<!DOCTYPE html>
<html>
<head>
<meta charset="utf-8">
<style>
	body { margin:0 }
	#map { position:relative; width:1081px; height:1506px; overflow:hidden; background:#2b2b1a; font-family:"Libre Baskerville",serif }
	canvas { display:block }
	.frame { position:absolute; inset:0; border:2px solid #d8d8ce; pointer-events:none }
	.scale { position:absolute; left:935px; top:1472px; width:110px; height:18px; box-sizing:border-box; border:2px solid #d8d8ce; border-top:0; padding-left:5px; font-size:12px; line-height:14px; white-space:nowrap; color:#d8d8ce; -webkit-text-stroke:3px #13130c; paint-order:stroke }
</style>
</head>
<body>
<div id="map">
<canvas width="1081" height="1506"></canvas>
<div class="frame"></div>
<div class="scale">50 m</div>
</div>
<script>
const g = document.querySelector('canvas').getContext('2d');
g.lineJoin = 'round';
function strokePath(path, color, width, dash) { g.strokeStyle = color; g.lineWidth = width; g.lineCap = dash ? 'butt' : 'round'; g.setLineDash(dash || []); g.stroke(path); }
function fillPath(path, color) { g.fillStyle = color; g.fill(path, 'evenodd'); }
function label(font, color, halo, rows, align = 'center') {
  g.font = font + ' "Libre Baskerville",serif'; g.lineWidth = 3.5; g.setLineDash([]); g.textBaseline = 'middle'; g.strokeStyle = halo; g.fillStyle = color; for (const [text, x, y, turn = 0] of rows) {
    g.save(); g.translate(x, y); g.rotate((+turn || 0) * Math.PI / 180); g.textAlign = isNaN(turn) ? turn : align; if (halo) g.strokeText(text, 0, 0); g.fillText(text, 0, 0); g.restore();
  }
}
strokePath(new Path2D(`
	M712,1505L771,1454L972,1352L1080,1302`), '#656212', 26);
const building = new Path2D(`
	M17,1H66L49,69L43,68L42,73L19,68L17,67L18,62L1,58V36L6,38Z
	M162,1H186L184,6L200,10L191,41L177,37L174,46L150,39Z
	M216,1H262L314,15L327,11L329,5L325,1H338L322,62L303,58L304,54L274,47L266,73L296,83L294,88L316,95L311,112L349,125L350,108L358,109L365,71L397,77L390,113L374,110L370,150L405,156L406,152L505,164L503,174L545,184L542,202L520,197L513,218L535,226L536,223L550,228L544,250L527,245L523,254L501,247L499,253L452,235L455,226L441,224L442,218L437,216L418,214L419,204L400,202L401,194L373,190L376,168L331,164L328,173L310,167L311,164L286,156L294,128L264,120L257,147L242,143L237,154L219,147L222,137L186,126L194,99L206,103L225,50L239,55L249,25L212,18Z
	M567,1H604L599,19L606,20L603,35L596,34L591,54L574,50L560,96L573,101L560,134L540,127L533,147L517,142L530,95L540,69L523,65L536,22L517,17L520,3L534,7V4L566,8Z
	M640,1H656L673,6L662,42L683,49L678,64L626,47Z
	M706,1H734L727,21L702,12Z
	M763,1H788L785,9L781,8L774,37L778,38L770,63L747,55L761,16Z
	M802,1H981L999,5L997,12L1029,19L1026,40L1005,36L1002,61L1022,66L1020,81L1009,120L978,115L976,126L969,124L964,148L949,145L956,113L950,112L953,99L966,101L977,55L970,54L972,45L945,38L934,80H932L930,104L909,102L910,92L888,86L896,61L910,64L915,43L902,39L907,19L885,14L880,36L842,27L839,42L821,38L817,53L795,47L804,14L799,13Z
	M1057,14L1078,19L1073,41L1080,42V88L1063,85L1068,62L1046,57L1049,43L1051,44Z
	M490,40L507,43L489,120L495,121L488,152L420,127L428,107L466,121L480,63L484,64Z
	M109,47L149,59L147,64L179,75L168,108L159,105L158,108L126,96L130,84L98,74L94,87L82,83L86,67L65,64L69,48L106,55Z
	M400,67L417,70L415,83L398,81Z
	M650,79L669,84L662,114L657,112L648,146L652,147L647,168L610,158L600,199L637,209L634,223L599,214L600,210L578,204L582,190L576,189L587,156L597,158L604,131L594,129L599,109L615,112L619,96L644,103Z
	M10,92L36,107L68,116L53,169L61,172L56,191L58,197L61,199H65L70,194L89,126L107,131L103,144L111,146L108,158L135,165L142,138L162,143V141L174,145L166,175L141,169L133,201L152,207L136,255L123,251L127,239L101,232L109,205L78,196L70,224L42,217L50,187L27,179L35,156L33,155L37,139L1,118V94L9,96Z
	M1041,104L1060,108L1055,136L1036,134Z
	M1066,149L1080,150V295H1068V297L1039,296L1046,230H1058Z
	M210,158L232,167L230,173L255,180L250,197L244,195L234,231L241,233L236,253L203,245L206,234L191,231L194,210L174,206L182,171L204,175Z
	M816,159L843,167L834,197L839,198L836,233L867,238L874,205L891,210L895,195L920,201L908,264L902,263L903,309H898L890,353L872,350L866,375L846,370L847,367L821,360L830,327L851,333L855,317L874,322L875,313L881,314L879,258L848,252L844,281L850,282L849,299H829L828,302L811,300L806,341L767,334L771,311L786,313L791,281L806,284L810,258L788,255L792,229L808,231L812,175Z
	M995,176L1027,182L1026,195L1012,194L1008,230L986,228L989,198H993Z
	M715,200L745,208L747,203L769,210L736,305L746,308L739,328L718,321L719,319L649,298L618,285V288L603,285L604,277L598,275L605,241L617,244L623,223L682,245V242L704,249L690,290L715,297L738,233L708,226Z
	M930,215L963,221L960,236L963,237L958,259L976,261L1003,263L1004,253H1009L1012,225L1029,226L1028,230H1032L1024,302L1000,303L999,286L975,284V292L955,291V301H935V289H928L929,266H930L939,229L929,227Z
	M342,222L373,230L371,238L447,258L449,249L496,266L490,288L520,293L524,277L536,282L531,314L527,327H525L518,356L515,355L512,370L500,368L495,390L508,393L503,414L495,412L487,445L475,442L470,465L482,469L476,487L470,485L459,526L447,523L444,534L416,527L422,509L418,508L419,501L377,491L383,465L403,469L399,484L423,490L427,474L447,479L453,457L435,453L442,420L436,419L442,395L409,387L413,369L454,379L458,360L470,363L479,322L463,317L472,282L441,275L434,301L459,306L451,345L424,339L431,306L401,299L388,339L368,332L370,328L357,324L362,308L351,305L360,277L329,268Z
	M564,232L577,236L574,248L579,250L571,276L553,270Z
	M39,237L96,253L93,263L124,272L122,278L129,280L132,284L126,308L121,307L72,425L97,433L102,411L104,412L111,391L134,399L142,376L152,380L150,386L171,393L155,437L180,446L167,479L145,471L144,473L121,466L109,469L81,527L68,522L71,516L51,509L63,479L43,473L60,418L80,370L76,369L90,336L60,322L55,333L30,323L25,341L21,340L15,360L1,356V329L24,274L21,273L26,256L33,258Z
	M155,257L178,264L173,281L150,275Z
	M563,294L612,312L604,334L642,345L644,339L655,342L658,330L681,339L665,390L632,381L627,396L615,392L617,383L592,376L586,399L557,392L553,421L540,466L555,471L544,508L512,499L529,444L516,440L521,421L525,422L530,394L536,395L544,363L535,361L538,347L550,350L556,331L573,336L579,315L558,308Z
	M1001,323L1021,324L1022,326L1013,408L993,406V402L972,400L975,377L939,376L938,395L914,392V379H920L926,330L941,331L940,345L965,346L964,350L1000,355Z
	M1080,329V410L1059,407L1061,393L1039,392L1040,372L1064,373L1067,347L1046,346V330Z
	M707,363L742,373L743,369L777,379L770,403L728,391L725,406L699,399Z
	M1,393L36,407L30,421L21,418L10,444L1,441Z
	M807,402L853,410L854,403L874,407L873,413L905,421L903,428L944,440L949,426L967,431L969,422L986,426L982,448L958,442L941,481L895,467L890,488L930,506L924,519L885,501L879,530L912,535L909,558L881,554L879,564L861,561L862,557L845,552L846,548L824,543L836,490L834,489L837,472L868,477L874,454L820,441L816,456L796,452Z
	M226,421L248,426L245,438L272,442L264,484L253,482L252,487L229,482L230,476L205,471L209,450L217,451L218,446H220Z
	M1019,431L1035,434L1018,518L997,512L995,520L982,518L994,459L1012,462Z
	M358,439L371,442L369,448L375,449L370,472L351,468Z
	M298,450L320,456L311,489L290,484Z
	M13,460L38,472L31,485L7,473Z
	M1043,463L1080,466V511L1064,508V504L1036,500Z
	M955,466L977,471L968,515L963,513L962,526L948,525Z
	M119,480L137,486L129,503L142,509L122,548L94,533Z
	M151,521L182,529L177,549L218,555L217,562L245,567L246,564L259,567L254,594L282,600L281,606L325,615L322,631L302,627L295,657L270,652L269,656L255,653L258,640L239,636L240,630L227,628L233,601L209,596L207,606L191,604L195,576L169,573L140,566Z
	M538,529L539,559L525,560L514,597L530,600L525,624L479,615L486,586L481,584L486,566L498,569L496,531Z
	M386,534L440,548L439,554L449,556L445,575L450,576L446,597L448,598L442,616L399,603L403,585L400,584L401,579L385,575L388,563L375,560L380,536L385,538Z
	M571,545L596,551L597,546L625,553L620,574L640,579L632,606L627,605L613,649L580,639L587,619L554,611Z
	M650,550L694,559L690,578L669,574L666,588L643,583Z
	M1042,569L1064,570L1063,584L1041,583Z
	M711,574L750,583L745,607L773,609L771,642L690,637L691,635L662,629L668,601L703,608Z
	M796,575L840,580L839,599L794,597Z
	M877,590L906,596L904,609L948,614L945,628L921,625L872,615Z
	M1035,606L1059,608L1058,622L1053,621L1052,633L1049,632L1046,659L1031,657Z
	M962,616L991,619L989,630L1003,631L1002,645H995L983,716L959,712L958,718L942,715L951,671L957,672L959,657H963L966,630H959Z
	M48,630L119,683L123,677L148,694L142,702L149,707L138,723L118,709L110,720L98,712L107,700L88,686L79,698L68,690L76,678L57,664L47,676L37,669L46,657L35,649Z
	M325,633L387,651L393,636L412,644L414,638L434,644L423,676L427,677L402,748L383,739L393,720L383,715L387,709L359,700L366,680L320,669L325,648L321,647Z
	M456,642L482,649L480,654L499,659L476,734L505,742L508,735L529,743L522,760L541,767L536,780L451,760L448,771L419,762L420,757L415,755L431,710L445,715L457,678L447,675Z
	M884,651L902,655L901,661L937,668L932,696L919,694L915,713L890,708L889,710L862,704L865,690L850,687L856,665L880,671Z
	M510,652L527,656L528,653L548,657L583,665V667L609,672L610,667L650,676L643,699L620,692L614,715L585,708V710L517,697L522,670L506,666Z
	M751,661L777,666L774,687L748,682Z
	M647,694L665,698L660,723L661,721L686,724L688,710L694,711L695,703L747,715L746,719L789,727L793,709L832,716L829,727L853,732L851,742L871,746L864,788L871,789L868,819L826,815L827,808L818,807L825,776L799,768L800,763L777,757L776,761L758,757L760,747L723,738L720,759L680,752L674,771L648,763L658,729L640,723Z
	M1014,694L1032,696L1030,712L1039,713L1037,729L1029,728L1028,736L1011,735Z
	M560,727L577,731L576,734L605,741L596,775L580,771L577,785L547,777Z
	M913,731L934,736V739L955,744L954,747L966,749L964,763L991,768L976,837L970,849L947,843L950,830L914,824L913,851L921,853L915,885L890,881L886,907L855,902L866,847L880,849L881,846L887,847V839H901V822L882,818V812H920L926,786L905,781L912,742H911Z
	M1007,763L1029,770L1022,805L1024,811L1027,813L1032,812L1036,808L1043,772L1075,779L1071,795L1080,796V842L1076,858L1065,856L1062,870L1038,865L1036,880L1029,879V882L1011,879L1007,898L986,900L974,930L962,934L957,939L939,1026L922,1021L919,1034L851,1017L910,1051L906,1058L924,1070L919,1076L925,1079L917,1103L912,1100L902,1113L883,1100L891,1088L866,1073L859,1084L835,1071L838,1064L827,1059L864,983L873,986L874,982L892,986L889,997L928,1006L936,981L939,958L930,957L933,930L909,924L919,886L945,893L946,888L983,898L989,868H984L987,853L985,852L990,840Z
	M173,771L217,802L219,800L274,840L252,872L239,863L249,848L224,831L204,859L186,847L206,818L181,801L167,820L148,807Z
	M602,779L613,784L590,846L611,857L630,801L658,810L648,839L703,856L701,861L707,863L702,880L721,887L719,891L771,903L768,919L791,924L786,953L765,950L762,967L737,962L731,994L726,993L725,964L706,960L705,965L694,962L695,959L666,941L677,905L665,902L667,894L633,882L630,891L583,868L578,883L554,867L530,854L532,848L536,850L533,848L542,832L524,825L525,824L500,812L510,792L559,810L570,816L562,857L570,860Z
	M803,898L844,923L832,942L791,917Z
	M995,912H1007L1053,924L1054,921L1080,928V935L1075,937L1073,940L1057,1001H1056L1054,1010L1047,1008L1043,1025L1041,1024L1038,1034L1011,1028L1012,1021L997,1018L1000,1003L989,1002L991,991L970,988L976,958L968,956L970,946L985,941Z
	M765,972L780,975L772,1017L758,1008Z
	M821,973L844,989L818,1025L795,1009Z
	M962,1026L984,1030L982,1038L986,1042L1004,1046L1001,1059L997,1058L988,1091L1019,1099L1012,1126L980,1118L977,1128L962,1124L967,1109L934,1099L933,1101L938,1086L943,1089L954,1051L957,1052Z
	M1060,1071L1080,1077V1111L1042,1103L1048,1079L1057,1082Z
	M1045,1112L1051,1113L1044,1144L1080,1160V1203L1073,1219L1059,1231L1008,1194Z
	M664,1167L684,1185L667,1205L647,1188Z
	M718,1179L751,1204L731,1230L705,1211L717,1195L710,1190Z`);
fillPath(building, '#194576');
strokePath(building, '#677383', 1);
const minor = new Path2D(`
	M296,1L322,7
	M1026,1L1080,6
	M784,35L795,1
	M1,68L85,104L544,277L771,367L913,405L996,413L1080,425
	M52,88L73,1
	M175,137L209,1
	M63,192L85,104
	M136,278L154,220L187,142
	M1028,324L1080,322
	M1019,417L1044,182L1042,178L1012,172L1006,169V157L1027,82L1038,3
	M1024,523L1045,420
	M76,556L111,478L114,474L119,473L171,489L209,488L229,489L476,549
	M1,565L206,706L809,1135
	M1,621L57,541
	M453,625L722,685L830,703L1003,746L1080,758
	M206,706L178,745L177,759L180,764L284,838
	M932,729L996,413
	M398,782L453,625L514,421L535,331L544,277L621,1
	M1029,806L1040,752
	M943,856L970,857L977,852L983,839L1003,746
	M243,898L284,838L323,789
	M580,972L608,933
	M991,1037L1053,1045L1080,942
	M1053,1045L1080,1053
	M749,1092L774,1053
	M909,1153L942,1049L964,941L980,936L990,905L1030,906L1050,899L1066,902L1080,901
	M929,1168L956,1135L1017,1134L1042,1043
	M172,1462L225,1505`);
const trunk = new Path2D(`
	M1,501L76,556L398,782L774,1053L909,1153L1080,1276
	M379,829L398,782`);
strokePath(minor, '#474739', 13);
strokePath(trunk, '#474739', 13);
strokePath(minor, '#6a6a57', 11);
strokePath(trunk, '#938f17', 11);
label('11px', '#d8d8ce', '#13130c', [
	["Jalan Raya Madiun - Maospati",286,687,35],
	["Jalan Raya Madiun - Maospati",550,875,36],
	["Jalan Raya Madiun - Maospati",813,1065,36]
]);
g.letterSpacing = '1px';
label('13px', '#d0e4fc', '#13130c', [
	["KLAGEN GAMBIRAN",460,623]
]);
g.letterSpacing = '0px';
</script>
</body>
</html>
============
▸ **Exercise prompt**: Start at the line with "M1053,1045L1080,1053" and stop at the end of the records. Write those lines out exactly and add nothing.

▸ **Completed exercise**:
	M1053,1045L1080,1053
	M749,1092L774,1053
	M909,1153L942,1049L964,941L980,936L990,905L1030,906L1050,899L1066,902L1080,901
	M929,1168L956,1135L1017,1134L1042,1043
	M172,1462L225,1505`);
const trunk = new Path2D(`
	M1,501L76,556L398,782L774,1053L909,1153L1080,1276
	M379,829L398,782`);
strokePath(minor, '#474739', 13);
strokePath(trunk, '#474739', 13);
strokePath(minor, '#6a6a57', 11);
strokePath(trunk, '#938f17', 11);
label('11px', '#d8d8ce', '#13130c', [
	["Jalan Raya Madiun - Maospati",286,687,35],
	["Jalan Raya Madiun - Maospati",550,875,36],
	["Jalan Raya Madiun - Maospati",813,1065,36]
]);
g.letterSpacing = '1px';
label('13px', '#d0e4fc', '#13130c', [
	["KLAGEN GAMBIRAN",460,623]
]);
g.letterSpacing = '0px';
</script>
</body>
</html>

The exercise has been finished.